The ESA Fire_CCI project has released the first burned area product for Africa from 20 m Sentinel satellite information (FireCCISFD11). Here we present new BB emission estimates for Africa based on FireCCISFD11. By resolving small fires, this inventory (Fire_CCI) yields 60 to 110% higher burning rates in 2016 than the MODIS-based products such as GFED4s, GFED4, MCD64A1 Collection 6, FireCCI51 and FINN. We perform WRF-Chem model simulation with three BB emission inventories (FINN, GFED4s and Fire_CCI) for summer 2016 corresponding with the DACCIWA aircraft campaign, which took place in June-July 2016 over Africa. We investigate the impact of uncertainties in BB emission estimates on air pollution model predictions using measurements of chemical species and aerosols from DACCIWA, NO2 and CO data from OMI and MOPITT satellites, respectively, and ground-based AOD observations from the Aeronet network.
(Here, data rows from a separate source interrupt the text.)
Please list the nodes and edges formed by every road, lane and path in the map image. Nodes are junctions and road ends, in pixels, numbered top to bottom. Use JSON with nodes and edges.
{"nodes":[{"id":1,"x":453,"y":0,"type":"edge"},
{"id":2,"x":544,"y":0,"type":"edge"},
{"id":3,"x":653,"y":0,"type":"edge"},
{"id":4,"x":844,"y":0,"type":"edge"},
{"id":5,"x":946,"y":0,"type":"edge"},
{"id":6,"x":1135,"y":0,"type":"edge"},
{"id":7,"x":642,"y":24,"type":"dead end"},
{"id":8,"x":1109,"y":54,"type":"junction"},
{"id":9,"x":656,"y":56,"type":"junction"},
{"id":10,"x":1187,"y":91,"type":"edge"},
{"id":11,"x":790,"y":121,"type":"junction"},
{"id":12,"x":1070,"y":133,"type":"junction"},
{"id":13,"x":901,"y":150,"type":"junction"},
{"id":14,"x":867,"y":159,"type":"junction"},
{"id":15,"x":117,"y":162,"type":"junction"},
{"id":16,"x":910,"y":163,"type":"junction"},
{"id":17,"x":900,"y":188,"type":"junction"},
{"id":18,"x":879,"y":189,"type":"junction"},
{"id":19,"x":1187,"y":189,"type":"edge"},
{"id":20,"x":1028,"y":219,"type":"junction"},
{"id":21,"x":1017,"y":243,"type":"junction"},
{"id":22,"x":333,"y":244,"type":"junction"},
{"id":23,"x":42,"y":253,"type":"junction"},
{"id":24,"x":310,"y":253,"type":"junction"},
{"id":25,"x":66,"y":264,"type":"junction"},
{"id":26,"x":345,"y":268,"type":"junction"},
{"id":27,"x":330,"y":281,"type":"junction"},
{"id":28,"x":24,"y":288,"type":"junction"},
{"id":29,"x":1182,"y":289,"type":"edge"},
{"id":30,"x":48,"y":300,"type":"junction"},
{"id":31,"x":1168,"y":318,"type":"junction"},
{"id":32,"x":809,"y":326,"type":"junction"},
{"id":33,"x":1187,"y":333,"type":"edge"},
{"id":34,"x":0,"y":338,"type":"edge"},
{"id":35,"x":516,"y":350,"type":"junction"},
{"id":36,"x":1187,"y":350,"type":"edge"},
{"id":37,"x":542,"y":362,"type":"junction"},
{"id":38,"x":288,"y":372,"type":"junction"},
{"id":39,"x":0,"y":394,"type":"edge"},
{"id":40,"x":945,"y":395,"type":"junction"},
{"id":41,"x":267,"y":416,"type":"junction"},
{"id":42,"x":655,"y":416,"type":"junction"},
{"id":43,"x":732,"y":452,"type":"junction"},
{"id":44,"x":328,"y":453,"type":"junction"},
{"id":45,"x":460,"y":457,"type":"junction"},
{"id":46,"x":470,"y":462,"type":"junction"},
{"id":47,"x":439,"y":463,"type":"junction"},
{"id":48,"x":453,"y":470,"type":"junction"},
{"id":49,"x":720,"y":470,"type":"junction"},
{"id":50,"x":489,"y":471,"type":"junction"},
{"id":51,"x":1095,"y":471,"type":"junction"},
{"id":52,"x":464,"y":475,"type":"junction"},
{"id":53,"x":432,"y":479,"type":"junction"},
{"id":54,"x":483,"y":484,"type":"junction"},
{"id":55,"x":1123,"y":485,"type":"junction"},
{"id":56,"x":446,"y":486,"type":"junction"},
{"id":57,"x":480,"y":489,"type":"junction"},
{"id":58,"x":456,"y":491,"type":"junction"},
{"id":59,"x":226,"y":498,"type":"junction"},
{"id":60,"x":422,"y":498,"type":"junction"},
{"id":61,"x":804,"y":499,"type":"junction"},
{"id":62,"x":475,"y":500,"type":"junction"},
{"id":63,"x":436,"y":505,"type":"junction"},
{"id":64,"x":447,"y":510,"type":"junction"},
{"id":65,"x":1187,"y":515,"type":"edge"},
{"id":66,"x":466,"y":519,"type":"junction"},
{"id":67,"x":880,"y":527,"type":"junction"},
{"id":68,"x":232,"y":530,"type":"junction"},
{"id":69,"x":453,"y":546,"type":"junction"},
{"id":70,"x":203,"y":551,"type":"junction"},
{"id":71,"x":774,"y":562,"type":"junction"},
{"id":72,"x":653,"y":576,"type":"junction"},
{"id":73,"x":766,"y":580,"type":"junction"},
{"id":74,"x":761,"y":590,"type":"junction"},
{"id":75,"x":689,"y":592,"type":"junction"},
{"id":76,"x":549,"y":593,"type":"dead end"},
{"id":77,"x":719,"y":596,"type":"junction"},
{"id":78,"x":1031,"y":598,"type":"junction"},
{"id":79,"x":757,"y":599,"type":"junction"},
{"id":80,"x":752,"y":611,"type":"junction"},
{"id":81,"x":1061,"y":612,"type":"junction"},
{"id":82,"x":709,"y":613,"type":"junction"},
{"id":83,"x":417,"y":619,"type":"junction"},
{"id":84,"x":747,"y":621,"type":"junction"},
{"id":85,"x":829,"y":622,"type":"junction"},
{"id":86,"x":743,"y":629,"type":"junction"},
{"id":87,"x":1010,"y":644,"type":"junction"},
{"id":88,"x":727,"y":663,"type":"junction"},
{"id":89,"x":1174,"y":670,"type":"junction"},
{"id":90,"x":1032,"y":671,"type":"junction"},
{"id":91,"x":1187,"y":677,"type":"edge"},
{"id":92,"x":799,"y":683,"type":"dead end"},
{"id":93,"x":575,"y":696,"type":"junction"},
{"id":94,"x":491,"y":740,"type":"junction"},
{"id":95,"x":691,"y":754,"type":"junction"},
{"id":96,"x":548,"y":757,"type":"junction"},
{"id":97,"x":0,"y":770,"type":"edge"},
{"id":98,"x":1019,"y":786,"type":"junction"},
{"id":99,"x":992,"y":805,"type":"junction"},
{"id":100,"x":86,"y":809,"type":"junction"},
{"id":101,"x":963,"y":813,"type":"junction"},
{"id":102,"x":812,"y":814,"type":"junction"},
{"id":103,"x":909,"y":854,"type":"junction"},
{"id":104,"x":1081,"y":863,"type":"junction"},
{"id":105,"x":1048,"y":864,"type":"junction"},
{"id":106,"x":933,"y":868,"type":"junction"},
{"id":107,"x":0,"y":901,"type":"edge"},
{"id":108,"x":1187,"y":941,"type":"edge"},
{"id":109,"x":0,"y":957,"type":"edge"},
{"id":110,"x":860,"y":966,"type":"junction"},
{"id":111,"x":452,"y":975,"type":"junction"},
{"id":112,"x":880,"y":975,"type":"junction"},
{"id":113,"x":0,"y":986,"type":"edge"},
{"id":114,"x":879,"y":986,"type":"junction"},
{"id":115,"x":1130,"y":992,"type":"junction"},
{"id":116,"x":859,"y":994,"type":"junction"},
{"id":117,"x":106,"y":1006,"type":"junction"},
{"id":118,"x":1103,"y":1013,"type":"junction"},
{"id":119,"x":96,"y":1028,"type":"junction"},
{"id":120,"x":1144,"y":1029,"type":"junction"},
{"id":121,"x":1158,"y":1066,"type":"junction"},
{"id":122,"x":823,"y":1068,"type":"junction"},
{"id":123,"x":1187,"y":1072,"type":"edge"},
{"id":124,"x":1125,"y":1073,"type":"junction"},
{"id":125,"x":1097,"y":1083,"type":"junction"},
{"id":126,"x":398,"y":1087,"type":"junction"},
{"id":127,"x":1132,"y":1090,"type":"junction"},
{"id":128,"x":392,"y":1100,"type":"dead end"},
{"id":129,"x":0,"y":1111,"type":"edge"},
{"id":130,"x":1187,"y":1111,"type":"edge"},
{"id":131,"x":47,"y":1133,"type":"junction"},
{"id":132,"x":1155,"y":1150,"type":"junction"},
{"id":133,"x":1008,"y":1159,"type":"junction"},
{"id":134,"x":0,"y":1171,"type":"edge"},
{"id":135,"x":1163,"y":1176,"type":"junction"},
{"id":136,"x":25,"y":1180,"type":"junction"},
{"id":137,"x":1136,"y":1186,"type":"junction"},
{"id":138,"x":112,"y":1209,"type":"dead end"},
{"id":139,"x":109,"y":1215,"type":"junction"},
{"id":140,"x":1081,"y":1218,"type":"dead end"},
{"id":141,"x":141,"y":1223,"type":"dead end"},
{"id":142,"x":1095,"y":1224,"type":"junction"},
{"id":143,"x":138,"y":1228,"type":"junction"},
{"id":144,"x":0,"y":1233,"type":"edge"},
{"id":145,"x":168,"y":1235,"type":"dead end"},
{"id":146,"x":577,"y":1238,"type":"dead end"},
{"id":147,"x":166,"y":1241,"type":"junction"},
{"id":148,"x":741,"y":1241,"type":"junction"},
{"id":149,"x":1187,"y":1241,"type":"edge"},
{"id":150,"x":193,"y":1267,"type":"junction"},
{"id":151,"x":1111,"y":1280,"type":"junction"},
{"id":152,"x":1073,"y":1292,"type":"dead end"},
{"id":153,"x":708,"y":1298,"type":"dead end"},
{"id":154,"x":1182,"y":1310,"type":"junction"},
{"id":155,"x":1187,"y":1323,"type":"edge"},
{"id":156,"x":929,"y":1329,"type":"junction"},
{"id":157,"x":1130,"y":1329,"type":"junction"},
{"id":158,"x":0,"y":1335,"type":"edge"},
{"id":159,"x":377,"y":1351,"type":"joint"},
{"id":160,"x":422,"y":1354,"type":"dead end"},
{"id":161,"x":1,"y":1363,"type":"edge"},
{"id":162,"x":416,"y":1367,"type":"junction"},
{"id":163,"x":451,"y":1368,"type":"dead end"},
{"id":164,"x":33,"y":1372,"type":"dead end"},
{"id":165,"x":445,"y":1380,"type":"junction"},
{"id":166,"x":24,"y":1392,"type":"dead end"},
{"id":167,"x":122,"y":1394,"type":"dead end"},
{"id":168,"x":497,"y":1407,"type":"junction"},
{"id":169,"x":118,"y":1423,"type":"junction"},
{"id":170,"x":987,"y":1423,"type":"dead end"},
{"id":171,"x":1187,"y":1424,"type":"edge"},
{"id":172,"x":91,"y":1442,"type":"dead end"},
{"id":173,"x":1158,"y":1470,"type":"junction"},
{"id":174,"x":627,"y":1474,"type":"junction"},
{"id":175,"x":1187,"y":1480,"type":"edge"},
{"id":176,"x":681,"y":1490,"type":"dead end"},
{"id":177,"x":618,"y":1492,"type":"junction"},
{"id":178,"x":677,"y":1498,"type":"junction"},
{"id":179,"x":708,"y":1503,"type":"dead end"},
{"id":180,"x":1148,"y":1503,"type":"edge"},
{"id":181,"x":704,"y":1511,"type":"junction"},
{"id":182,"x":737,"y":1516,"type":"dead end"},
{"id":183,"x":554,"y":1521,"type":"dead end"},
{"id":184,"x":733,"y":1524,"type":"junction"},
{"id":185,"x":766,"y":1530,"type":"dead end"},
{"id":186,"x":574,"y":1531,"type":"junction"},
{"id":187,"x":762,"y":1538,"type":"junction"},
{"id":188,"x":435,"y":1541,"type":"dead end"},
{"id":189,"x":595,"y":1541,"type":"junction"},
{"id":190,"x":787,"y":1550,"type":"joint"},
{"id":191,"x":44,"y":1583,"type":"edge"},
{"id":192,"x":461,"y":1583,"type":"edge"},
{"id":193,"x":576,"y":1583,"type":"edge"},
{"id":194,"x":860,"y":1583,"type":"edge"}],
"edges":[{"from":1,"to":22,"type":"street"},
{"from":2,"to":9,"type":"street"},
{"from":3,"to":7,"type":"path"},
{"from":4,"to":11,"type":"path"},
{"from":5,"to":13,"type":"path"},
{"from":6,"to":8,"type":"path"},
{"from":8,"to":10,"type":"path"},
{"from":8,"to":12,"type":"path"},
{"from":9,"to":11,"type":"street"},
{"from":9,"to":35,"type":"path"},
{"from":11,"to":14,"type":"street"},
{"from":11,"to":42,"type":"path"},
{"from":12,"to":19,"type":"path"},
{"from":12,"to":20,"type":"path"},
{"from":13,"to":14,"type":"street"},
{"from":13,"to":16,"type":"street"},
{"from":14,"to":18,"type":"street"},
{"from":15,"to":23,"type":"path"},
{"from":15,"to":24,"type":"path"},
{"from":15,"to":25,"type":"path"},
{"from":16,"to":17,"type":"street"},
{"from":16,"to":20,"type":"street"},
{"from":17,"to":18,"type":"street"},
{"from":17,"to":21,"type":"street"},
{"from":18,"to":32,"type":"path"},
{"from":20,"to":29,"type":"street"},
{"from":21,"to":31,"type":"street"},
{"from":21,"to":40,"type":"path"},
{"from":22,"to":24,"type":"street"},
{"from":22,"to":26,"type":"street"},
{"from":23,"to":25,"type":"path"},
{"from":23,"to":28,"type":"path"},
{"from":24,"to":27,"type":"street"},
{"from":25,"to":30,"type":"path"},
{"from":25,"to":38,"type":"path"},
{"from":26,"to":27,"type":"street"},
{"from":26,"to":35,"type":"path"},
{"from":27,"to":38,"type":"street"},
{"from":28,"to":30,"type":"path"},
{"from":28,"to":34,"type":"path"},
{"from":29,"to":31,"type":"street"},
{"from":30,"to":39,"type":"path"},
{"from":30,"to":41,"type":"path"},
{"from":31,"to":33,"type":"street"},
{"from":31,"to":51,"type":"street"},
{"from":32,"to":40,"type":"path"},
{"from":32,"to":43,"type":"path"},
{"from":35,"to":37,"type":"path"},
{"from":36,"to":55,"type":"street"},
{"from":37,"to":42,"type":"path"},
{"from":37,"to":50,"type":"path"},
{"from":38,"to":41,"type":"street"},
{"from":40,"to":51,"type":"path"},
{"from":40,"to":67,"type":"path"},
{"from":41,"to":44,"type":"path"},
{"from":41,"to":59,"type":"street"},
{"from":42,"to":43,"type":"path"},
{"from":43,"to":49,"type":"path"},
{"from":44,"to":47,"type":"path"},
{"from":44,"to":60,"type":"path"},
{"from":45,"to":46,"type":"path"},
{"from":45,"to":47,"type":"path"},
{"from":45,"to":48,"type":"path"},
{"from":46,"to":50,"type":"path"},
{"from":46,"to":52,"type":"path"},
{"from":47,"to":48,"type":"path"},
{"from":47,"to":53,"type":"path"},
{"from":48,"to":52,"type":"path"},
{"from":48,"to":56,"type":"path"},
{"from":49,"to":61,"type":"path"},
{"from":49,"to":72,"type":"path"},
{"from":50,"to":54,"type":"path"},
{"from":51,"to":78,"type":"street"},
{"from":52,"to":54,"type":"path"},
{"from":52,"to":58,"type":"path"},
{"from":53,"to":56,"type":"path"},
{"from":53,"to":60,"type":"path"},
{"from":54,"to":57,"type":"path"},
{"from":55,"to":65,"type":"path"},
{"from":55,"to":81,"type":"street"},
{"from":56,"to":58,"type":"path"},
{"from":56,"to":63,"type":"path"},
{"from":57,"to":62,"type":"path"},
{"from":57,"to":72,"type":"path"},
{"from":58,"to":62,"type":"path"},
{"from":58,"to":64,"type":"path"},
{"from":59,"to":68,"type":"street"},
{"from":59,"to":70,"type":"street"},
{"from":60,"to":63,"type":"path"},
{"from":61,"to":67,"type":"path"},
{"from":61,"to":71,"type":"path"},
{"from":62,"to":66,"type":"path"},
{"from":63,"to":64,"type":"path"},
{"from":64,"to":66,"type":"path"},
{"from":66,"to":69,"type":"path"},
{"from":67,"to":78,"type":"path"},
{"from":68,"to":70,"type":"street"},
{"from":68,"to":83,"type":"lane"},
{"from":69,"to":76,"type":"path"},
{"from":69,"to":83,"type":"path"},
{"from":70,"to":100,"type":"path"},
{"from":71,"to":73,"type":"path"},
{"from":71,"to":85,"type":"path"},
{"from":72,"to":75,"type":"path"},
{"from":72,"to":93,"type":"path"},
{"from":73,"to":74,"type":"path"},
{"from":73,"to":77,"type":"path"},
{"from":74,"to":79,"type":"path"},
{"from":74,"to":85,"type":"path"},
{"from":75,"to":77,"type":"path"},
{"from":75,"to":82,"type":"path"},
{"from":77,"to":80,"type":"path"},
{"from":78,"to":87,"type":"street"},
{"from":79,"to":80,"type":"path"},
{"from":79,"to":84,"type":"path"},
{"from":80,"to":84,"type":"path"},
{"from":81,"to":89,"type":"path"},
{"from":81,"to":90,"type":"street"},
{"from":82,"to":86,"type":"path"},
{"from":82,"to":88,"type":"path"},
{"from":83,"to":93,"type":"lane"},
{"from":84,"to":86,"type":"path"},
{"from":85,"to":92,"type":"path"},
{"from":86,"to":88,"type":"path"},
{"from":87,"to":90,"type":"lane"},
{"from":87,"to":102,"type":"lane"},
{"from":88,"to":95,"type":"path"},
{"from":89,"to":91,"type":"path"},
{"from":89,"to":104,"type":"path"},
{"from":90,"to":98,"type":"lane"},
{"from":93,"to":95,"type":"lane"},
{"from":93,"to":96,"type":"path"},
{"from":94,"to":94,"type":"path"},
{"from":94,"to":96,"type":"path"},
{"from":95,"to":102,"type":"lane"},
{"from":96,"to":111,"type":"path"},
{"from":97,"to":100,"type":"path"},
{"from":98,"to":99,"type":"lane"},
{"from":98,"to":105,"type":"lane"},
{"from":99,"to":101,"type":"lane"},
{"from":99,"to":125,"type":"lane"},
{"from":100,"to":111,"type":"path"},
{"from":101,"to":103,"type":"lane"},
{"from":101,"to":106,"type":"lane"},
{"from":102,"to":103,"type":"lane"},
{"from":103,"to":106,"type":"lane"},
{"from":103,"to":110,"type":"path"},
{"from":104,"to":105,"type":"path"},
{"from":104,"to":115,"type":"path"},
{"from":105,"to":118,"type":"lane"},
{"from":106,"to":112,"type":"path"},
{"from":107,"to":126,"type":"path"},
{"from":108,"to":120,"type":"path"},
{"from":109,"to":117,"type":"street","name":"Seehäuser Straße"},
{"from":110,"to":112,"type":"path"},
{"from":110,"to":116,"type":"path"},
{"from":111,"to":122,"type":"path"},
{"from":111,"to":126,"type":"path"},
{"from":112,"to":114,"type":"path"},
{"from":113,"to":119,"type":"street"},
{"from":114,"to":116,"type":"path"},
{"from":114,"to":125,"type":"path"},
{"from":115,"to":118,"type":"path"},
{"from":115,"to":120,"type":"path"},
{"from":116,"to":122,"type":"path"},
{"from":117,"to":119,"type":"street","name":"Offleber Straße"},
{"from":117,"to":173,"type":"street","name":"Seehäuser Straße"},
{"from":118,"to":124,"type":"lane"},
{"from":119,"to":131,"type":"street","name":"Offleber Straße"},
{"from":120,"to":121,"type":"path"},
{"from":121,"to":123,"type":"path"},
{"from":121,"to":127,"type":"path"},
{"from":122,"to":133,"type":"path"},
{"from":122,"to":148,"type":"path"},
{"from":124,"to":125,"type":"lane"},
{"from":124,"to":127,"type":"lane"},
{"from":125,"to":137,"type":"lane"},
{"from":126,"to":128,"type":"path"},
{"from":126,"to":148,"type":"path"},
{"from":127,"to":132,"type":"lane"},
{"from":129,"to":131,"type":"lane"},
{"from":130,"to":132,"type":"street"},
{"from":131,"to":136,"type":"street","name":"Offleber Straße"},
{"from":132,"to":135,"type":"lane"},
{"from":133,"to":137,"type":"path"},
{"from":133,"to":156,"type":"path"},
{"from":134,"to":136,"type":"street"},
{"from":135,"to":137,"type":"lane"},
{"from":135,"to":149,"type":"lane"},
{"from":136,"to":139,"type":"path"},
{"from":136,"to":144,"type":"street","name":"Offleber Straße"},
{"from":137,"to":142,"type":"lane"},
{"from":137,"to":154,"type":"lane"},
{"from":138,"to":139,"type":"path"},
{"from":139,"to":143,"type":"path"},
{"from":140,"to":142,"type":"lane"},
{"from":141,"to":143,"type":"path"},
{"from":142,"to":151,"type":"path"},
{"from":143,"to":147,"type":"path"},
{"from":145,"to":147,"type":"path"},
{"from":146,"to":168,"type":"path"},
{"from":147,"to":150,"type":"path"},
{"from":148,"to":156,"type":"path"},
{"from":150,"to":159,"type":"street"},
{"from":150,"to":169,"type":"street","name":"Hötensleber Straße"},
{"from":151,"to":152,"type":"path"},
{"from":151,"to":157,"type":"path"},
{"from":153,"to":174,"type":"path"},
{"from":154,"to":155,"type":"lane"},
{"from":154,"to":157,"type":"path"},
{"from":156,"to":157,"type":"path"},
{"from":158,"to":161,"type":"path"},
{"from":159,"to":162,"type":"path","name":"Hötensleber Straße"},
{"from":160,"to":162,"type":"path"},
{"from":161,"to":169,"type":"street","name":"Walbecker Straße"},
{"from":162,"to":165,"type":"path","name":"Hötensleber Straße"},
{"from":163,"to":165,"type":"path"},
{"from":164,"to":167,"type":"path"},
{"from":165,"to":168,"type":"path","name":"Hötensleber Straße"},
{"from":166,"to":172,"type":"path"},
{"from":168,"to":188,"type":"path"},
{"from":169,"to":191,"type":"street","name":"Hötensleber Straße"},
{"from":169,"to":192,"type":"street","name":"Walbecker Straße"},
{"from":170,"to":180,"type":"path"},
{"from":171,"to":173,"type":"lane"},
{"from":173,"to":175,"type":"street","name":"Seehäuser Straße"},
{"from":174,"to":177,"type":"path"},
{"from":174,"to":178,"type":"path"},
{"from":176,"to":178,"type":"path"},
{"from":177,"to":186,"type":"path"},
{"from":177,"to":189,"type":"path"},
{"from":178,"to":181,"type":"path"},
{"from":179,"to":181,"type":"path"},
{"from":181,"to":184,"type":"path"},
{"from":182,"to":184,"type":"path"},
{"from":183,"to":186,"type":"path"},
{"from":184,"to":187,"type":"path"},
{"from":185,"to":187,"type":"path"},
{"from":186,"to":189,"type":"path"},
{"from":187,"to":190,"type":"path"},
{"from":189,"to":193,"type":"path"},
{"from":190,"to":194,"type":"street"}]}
We furthermore assess the ability of the model in terms of the representation of transport of BB air masses and of the representation of chemical composition in such plumes.

How to cite: Bouarar, I., Heil, A., Deroubaix, A., Visser, A., Boersma, F., and Brasseur, G.: Uncertainties in biomass burning emission estimates and their impact on air pollution model predictions over Africa, EGU General Assembly 2021, online, 19–30 Apr 2021, EGU21-5812, https://doi.org/10.5194/egusphere-egu21-5812, 2021.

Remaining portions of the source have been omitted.